Los Angeles is the second largest city in the US and is most notably identified as the entertainment capital of the world. However, as of late, Los Angeles is witnessing a significant increase in its tech startup community. Startups focused on a diverse spectrum of tech related fields including ed-tech, animation, mobile applications, and game development are on the rise in LA. Some are even calling the current landscape “the second coming of the LA Tech Ecosystem,” as reported by Miguel Forbes.
Currently there are eleven coding bootcamps located in Los Angeles. The most recent addition to the field is Coding Dojo who already operates campuses in Silicon Valley and Seattle. “We sought out a location in LA because we see it as a growing tech sector,” said Coding Dojo CEO, Richard Wang. Los Angeles is also becoming a thriving ecosystem of entrepreneurs,” he added. Course Report recently had the opportunity to discuss Coding Dojo’s latest expansion with LA campus instructor, Speros Misirlakis.
What is your background? How were you introduced into the tech/web development scene?
I went to college at Northern Arizona University and received a degree in Business Administration. After college, my father really started to push me to pursue a MBA to start a career in Finance. I always had a passion for computers. During my six month hiatus between college and my MBA program, and I found myself coding – and loved it!
I graduated with my MBA in 2012 but still had that itch to pursue programming. I started looking into coding bootcamps. I stumbled upon Coding Dojo and decided to take the plunge and enroll. Turns out, I not only loved programming – but was also really good at it! After graduating from the Dojo I went on to be a TA, then an instructor-in-training, and now a full-time lead instructor.
I continue to push myself to learn and love that I get to share new discoveries with our students to help them become the best self-sufficient developers possible.
How do the instructors structure the day?

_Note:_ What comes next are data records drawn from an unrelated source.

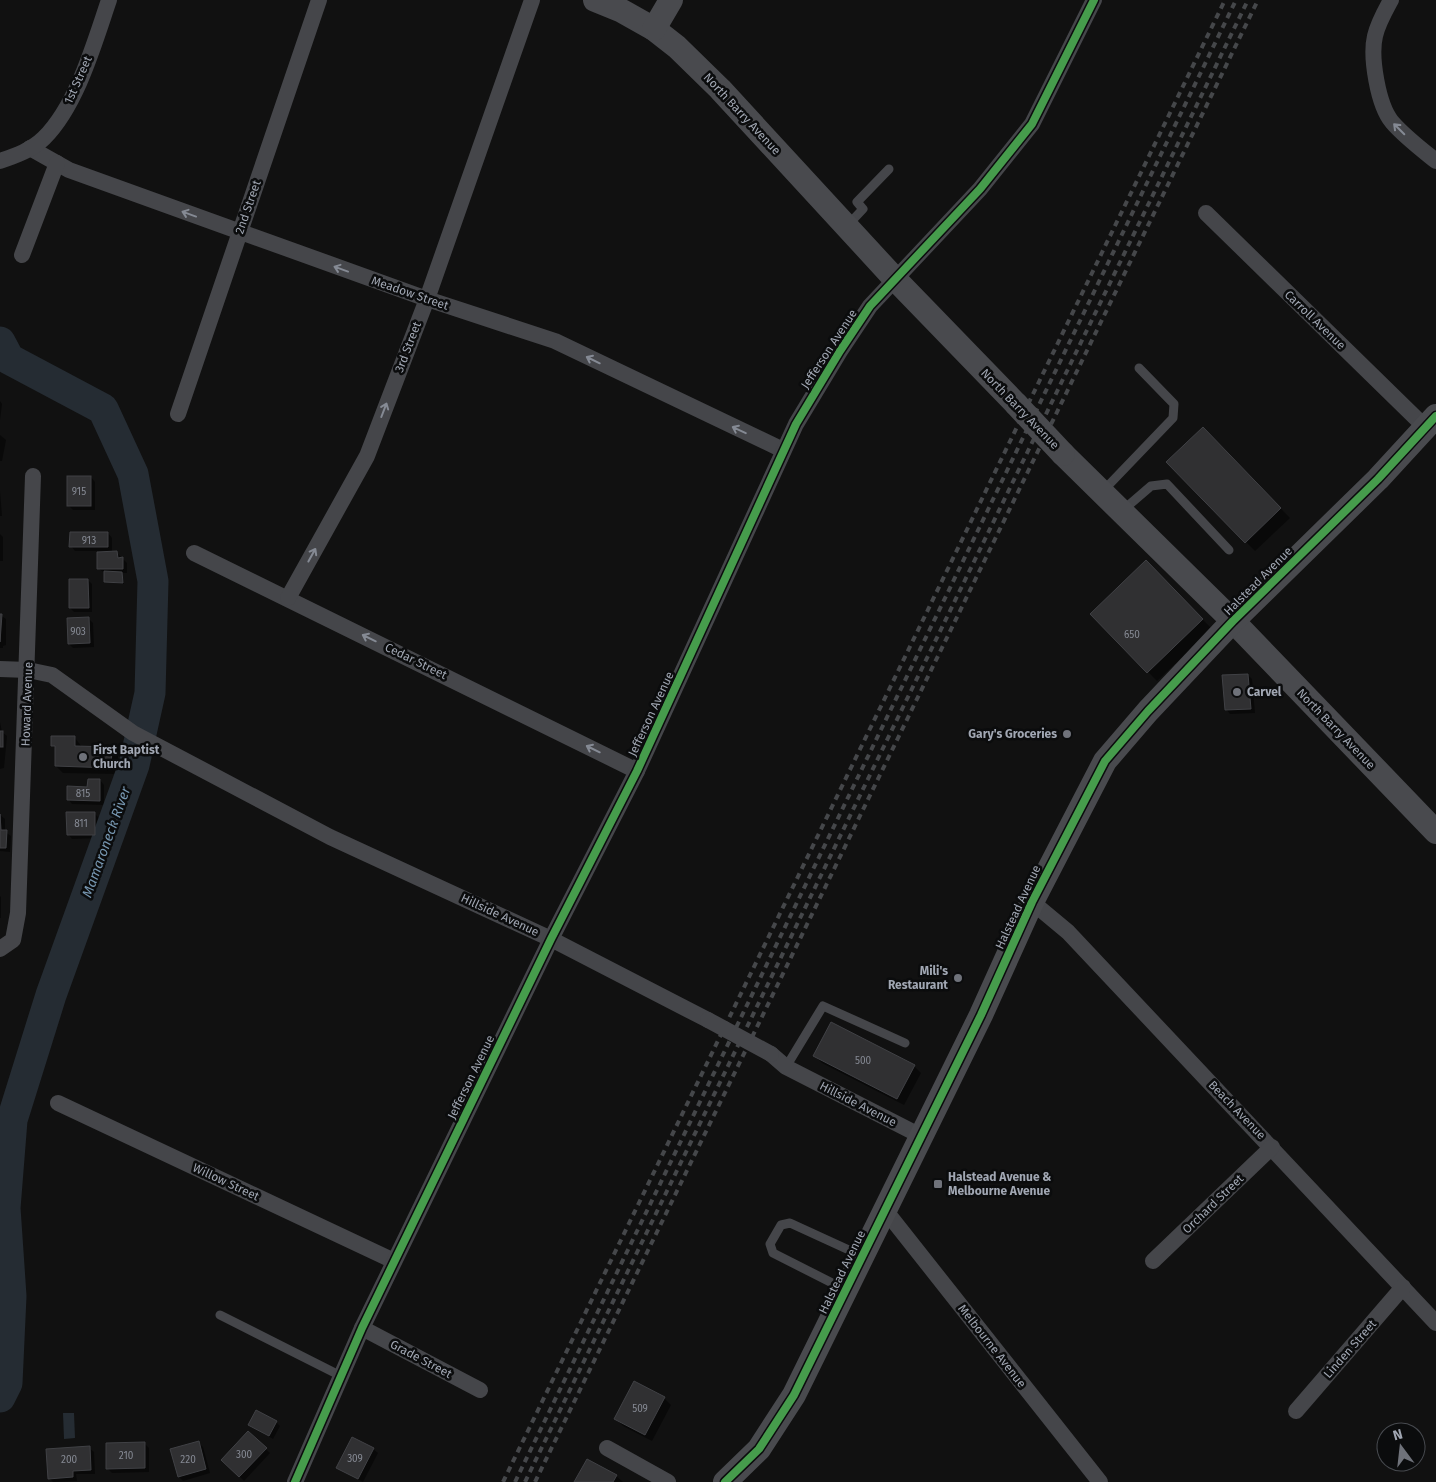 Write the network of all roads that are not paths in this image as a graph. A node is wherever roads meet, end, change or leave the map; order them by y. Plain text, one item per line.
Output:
1 (109, 0) edge
2 (319, 0) edge
3 (532, 0) edge
4 (595, 0) edge
5 (671, 0) edge
6 (1390, 0) edge
7 (1089, 3) edge
8 (654, 29) junction
9 (30, 148) junction
10 (0, 161) edge
11 (1436, 161) edge
12 (57, 163) junction
13 (889, 169) dead end
14 (1206, 214) dead end
15 (847, 226) junction
16 (239, 232) junction
17 (22, 255) dead end
18 (895, 279) junction
19 (427, 299) junction
20 (1139, 368) dead end
21 (178, 414) dead end
22 (1430, 421) edge
23 (784, 450) junction
24 (33, 476) dead end
25 (1102, 492) junction
26 (1122, 512) junction
27 (1229, 550) dead end
28 (194, 553) dead end
29 (288, 598) junction
30 (1233, 621) junction
31 (0, 669) edge
32 (28, 670) junction
33 (637, 771) junction
34 (1436, 832) edge
35 (1032, 902) junction
36 (551, 939) junction
37 (0, 948) edge
38 (905, 1043) dead end
39 (786, 1067) junction
40 (58, 1103) dead end
41 (921, 1136) junction
42 (1272, 1147) junction
43 (884, 1210) junction
44 (862, 1256) junction
45 (394, 1261) junction
46 (1153, 1261) dead end
47 (1403, 1287) junction
48 (846, 1289) junction
49 (220, 1315) dead end
50 (1436, 1323) edge
51 (362, 1328) junction
52 (340, 1376) junction
53 (480, 1390) dead end
54 (1296, 1410) dead end
55 (607, 1448) dead end
56 (295, 1482) edge
57 (668, 1482) edge
58 (725, 1482) edge
59 (1100, 1482) edge

1 - 9 street, 1st Street
2 - 16 street, 2nd Street
3 - 19 street, 3rd Street
4 - 8 street, North Barry Avenue
5 - 8 street
11 -> 6 street
7 - 18 street, Jefferson Avenue
8 - 15 street, North Barry Avenue
9 - 10 street
9 - 12 street, Meadow Street
16 -> 12 street, Meadow Street
12 - 17 street
13 - 15 lane
14 - 22 street, Carroll Avenue
15 - 18 street, North Barry Avenue
19 -> 16 street, Meadow Street
16 - 21 street, 2nd Street
18 - 23 street, Jefferson Avenue
18 - 25 street, North Barry Avenue, bridge
23 -> 19 street, Meadow Street
29 -> 19 street, 3rd Street
20 - 25 lane
22 - 30 street, Halstead Avenue
23 - 33 street, Jefferson Avenue
24 - 32 street, Howard Avenue
25 - 26 street, North Barry Avenue
26 - 27 lane
26 - 30 street, North Barry Avenue
28 - 29 street, Cedar Street
33 -> 29 street, Cedar Street
30 - 34 street, North Barry Avenue
30 - 35 street, Halstead Avenue
31 - 32 street, Hillside Avenue
32 - 36 street, Hillside Avenue
32 - 37 street, Howard Avenue
33 - 36 street, Jefferson Avenue
35 - 41 street, Halstead Avenue
35 - 42 street, Beach Avenue
36 - 39 street, Hillside Avenue, bridge
36 - 45 street, Jefferson Avenue
38 - 39 lane
39 - 41 street, Hillside Avenue
40 - 45 street, Willow Street
41 - 43 street, Halstead Avenue
42 - 46 street, Orchard Street
42 - 47 street, Beach Avenue
43 - 44 street, Halstead Avenue
43 - 59 street, Melbourne Avenue
44 - 48 street, Halstead Avenue
44 - 48 lane
45 - 51 street, Jefferson Avenue
47 - 50 street, Beach Avenue
47 - 54 street, Linden Street
48 - 58 street, Halstead Avenue
49 - 52 lane
51 - 52 street, Jefferson Avenue
51 - 53 street, Grade Street
52 - 56 street, Jefferson Avenue
55 - 57 street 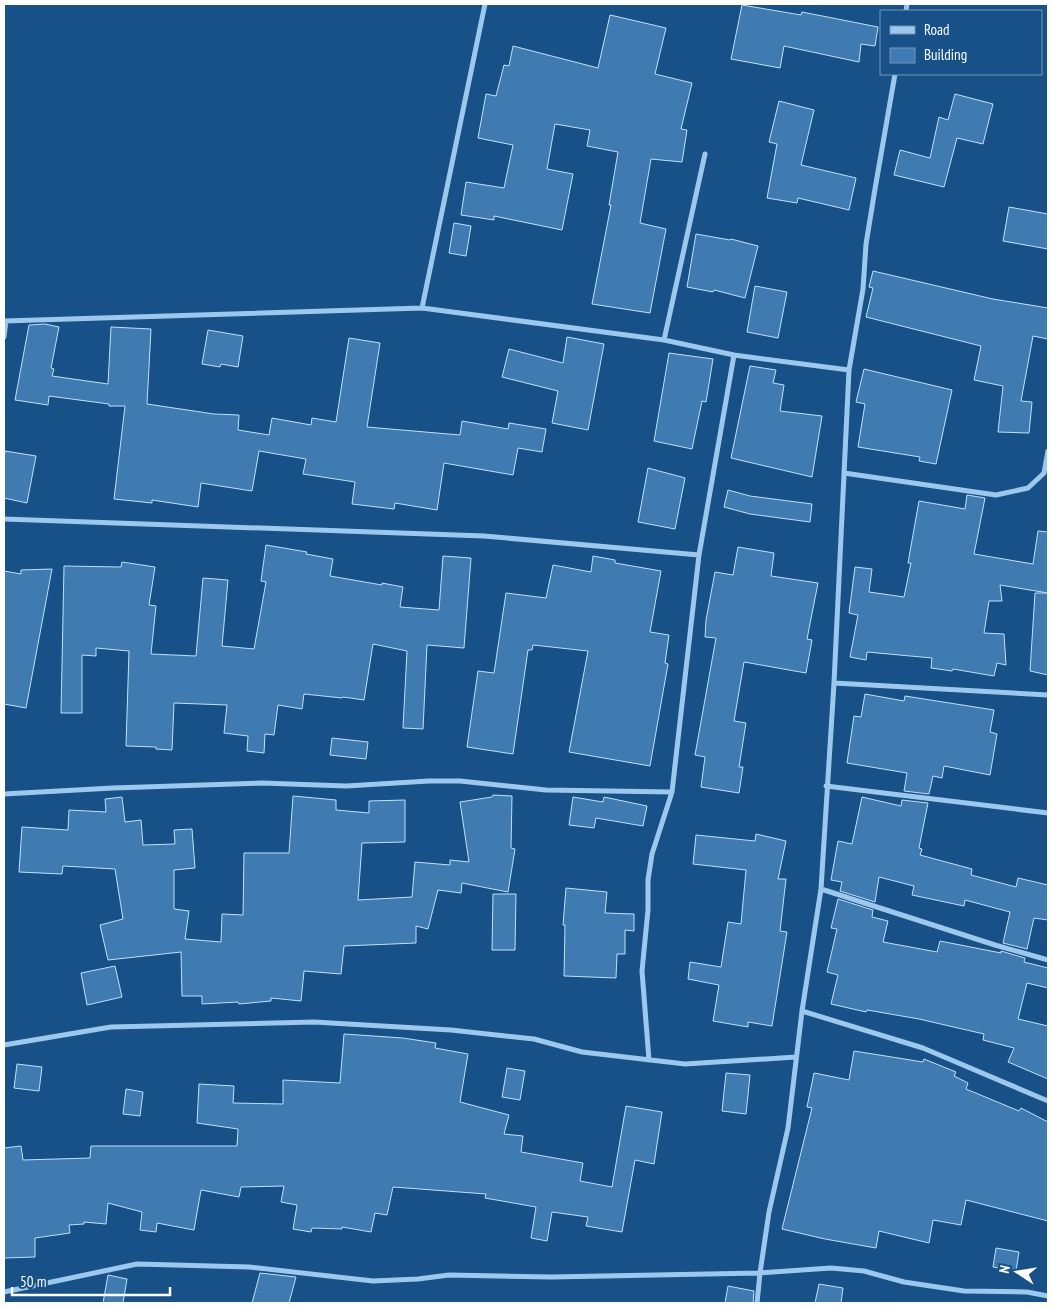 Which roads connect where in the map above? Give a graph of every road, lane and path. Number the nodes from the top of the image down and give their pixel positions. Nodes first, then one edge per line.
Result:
1 (486, 4) edge
2 (895, 75) edge
3 (705, 154) dead end
4 (422, 308) junction
5 (5, 321) edge
6 (4, 337) edge
7 (664, 340) junction
8 (734, 355) junction
9 (849, 370) junction
10 (1048, 451) edge
11 (844, 473) junction
12 (4, 519) edge
13 (699, 555) junction
14 (834, 683) junction
15 (1048, 696) edge
16 (826, 786) junction
17 (672, 792) junction
18 (4, 794) edge
19 (1048, 813) edge
20 (821, 889) junction
21 (1048, 960) edge
22 (802, 1011) junction
23 (4, 1045) edge
24 (796, 1057) junction
25 (649, 1060) junction
26 (1048, 1100) edge
27 (760, 1273) junction
28 (4, 1292) edge
29 (1048, 1296) edge
30 (757, 1303) edge

1 - 4 street
2 - 9 street
3 - 7 street
4 - 5 street
4 - 7 street
5 - 6 street
7 - 8 street
8 - 9 street
8 - 13 street
9 - 11 street
10 - 11 street
11 - 14 street
12 - 13 street
13 - 17 street
14 - 15 street
14 - 16 street
16 - 19 street
16 - 20 street
17 - 18 street
17 - 25 street
20 - 21 street
20 - 22 street
22 - 24 street
22 - 26 street
23 - 25 street
24 - 25 street
24 - 27 street
27 - 28 street
27 - 29 street
27 - 30 street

Coding Dojo students code – a lot! The instructors start out each day with morning algorithms from 9am – 10am. Each week we cover new algorithm topics, giving students the opportunity to learn and practice those algorithms in groups and individually on paper, on their computer as well as on the whiteboard. After algorithms, we give a morning lecture from 10am – 11am going over concepts ranging from object oriented programming to MVC frameworks.
The lecture is then followed by a group activity where students have a chance to explore concepts and get deeper into the subject matter. For example, after a lecture on MVC, we may have students work together on a simple MVC project to kick-start their learning by coding together. At that point, students can choose to continue working together in groups or solo for the rest of the day. By lunchtime, the class room resembles a large lab with a lot of collaboration between students. This makes a big difference in their learning.
Are you hands-on or hands-off? Should students struggle when they learn to code?
While the instructors are always there to provide hands-on support, we push our students to become self-sufficient developers by first trying to problem solve on their own. If a student is still struggling after 20 minutes we ask them to reach out to their peers for help. If they’re still not understanding a problem or concept we will address the question to a group of students – or possibly the entire class. If more than 3 students don’t know the answer, we probably have a disconnect and need to go back and refine our curriculum and learning platform to better illustrate the concept.
Coding Dojo teaches three full stacks throughout the 14 week program- which is most popular in the LA market?
The majority of our students come to Coding Dojo to become full-stack developers, which requires learning all three stacks – LAMP, Ruby on Rails and MEAN. However, I’ve noticed that the MEAN stack has really gained popularity in the last few years – especially with start-ups. It’s also a relatively new stack, so it has an added sense of excitement in learning it.
Tell us about "Silicon Beach"- what types of companies are hiring in LA?
Most people think LA is centered around the entertainment industry. However, LA is really coming into its own as a tech hub and accounts for more than 9 percent of all tech employment in the country. This is huge, considering this exceeds tech employment levels of even Silicon Valley!
It’s going to be exciting seeing how “Silicon Beach” evolves. Big tech companies like Google and Yahoo! are opening offices in the area, as well as a number of startup incubators and accelerators that are looking for junior devs. It’s certainly a great area to be in if you’re looking to launch or join a startup!
Who are the 30 students in this first class? Do most people have some experience in programming or are they beginners?
Our students range in background, but I think it would be safe to say that the majority have never coded before. For the ones who have prior coding experience, they’re looking to further understand the fundamentals and add more libraries and languages to their tool belt.
Have you changed the curriculum for the LA course or will students in the LA class get the exact same experience in Seattle or Silicon Valley?
Students between all locations of Coding Dojo will receive a very similar experience. Our core 3 programs will be taught with the same rigor as at our Silicon Valley and Seattle locations. The instructors in LA also keep close ties with the instructors in Silicon Valley and Seattle to ensure consistency. Students in LA will also receive career support as well as all the other benefits offered to all students in our other locations.